== Segment start ==

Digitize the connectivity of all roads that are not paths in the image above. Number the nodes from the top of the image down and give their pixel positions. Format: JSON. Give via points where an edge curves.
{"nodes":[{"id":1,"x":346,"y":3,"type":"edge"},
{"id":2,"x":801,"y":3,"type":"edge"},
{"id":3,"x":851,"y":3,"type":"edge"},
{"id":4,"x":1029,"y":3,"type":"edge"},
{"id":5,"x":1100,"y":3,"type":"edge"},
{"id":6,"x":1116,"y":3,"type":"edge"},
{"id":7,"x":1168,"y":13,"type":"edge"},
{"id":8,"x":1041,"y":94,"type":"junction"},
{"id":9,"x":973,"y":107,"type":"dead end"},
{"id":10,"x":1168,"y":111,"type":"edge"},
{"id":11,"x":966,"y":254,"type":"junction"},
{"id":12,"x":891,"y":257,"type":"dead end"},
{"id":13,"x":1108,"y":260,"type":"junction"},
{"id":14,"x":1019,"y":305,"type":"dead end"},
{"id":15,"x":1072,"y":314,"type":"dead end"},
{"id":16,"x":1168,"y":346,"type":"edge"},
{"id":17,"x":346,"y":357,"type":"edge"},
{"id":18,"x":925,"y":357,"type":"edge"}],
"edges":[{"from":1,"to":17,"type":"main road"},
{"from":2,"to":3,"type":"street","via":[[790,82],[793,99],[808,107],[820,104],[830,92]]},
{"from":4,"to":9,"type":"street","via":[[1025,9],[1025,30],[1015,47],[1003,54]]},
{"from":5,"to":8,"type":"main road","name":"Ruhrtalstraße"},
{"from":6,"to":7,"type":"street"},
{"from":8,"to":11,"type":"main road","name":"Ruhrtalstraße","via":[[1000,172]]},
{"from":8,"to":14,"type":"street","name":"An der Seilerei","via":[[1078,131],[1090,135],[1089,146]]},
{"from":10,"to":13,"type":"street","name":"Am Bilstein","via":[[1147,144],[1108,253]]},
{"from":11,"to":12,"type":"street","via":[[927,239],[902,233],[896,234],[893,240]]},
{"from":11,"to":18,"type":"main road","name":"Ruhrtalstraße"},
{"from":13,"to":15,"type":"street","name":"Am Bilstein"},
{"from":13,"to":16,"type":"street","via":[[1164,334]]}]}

== Segment end ==

▶ [Your objective]
Copy out every line of the data that includes "Ruhrtalstraße".

▶ [Exercise output]
{"from":5,"to":8,"type":"main road","name":"Ruhrtalstraße"},
{"from":8,"to":11,"type":"main road","name":"Ruhrtalstraße","via":[[1000,172]]},
{"from":11,"to":18,"type":"main road","name":"Ruhrtalstraße"},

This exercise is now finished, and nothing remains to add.